4. If you really are opposed to an external appliance, then there is the continent ileostomy. No bags to wear, but you drain the reservoir with a catheter periodically. So, there is equipment you need to carry with you. If your current pouch is in decent shape, it could even be used to create the continent ileostomy reservoir. Removed or reused, the rectum is closed. It could be in the form of a "Barbie Butt," where the sphincters are removed, along with the anal canal, or the sphincters may be spared and the anus is left intact, with a short "blind" end. Continent ileostomies are not perfect, and have a fairly high reoperation rate, but can be a good choice for those who are motivated. The biggest issue I see is that it is a highly specialized surgery, so you may have to travel distances for aftercare and/or maintenance. If you go to the k-pouch forum, there is a master list of surgeons who performs these.
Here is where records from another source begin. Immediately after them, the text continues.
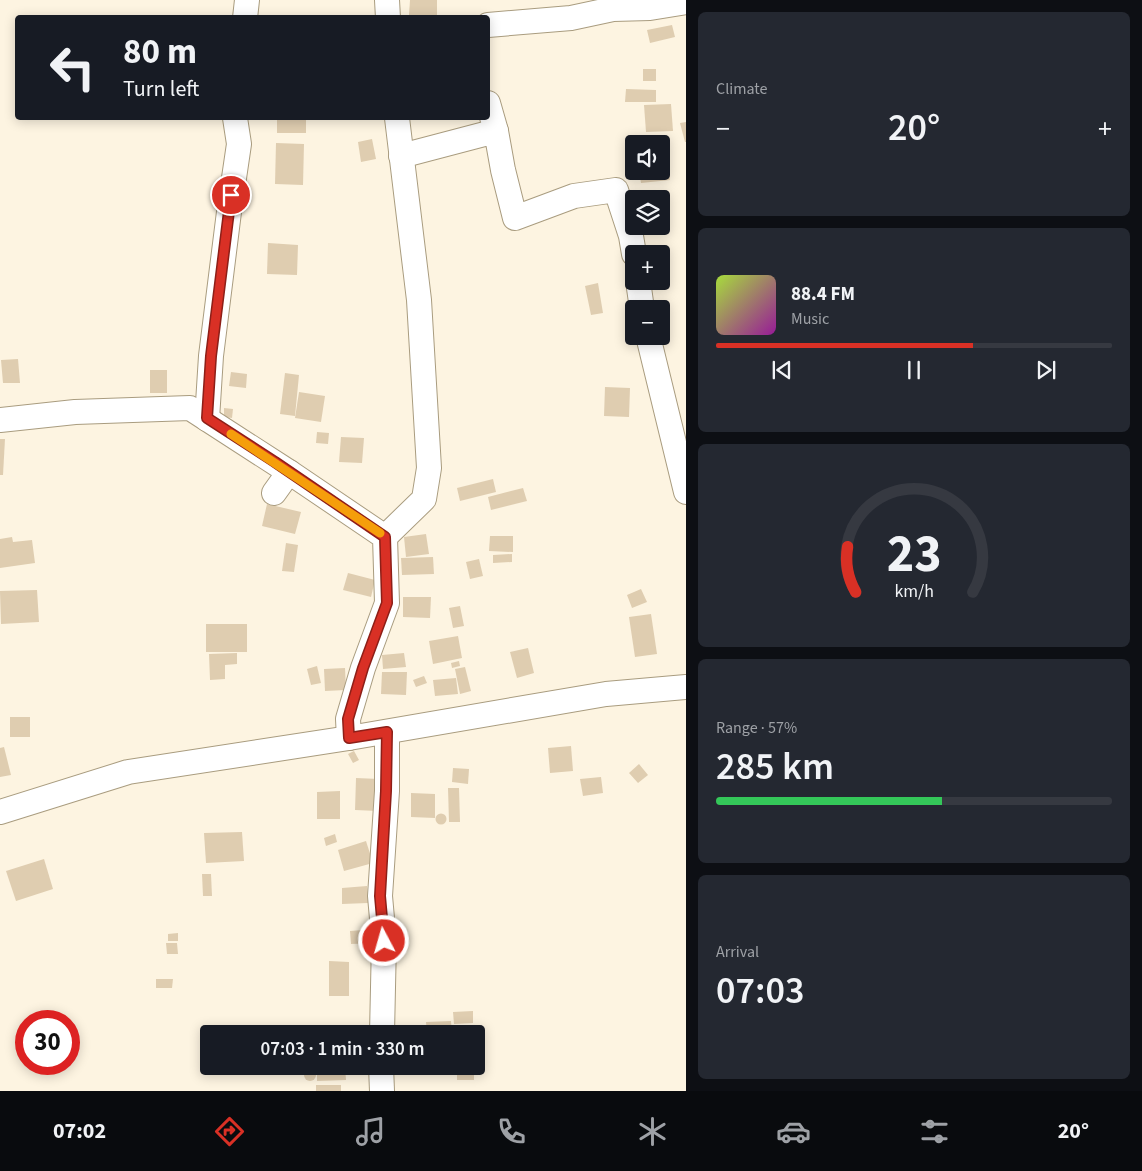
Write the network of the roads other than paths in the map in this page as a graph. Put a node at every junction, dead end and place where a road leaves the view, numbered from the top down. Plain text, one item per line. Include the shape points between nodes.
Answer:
1 (247, 0) edge
2 (387, 0) edge
3 (686, 2) edge
4 (245, 15) edge
5 (388, 15) edge
6 (490, 25) edge
7 (490, 110) edge
8 (235, 120) edge
9 (397, 120) edge
10 (496, 131) junction
11 (402, 156) junction
12 (632, 245) edge
13 (650, 345) edge
14 (207, 418) junction
15 (0, 420) edge
16 (289, 472) junction
17 (686, 492) edge
18 (274, 494) dead end
19 (385, 537) junction
20 (686, 687) edge
21 (387, 732) junction
22 (349, 738) junction
23 (0, 812) edge
24 (382, 1025) edge
25 (381, 1075) edge
26 (382, 1091) edge

1 - 4 street
2 - 5 street
3 - 6 street via 650,8 613,9 571,18
7 - 10 street
8 - 14 street via 239,144 211,356
9 - 11 street
10 - 11 street
10 - 12 street via 515,218 574,196 616,190
11 - 19 street via 419,300 429,468 424,500
13 - 17 street
14 - 15 street via 190,408 75,412
14 - 16 street
16 - 18 street
16 - 19 street
19 - 22 street via 387,603 348,719
20 - 21 street via 606,694
21 - 22 street
21 - 24 street via 380,896 384,941
22 - 23 street via 128,772
25 - 26 street

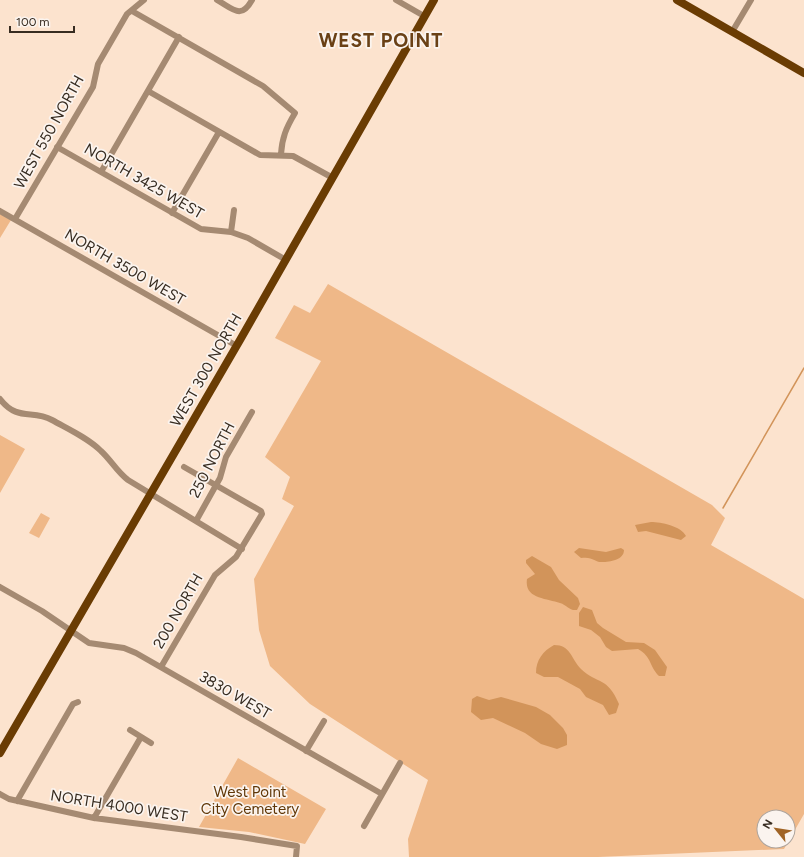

There are a few different types of continent ileostomies, each with pros and cons:

A. Kock pouch- oldest style with what is called a nipple valve. There have been improvements over the decades. This is what they do at Cleveland Clinic.

B. BCIR (Barnett Continent Ileostomy Reservoir)- this type uses part of the intestine as a collar around the exit to provide continence. There are select surgeons who prefer this method, and a few centers that specialize in them.

C. T-pouch- I don't see much on this one anymore. It was sort of an experimental design that I used to hear of about 10 years ago. I think a high complication rate caused it to fall out of favor, or it really was not an improvement in design. I am not sure anyone does them anymore.

Good luck Jilly! There are a lot of folks here who had thier pouches removed or defunctioned, so you are in excellent company.

Jan Smiler

Hi Jan, I wish I would have searched this before, because I've recently had loop Ileostomy surgery (Sep 2016) to allow the pouch to heal, after chronic pouchitis for 3 years and it's been 8 months now and it hasn't really been healing as much as expected.  My doctor hasn't prescribed any medications, except an enema that he's working on, but I'm wondering if I tried taking cipro which was my go to in the past, that would help heal things?  Would you know of any other options to help heal the pouch, like enemas, etc...?  My doctors really think I should keep the bag, but I don't want to give up on the pouch just yet and I'm glad that reconstruction is an option, I just have to find a surgeon who can do it and would do it, if it came to that.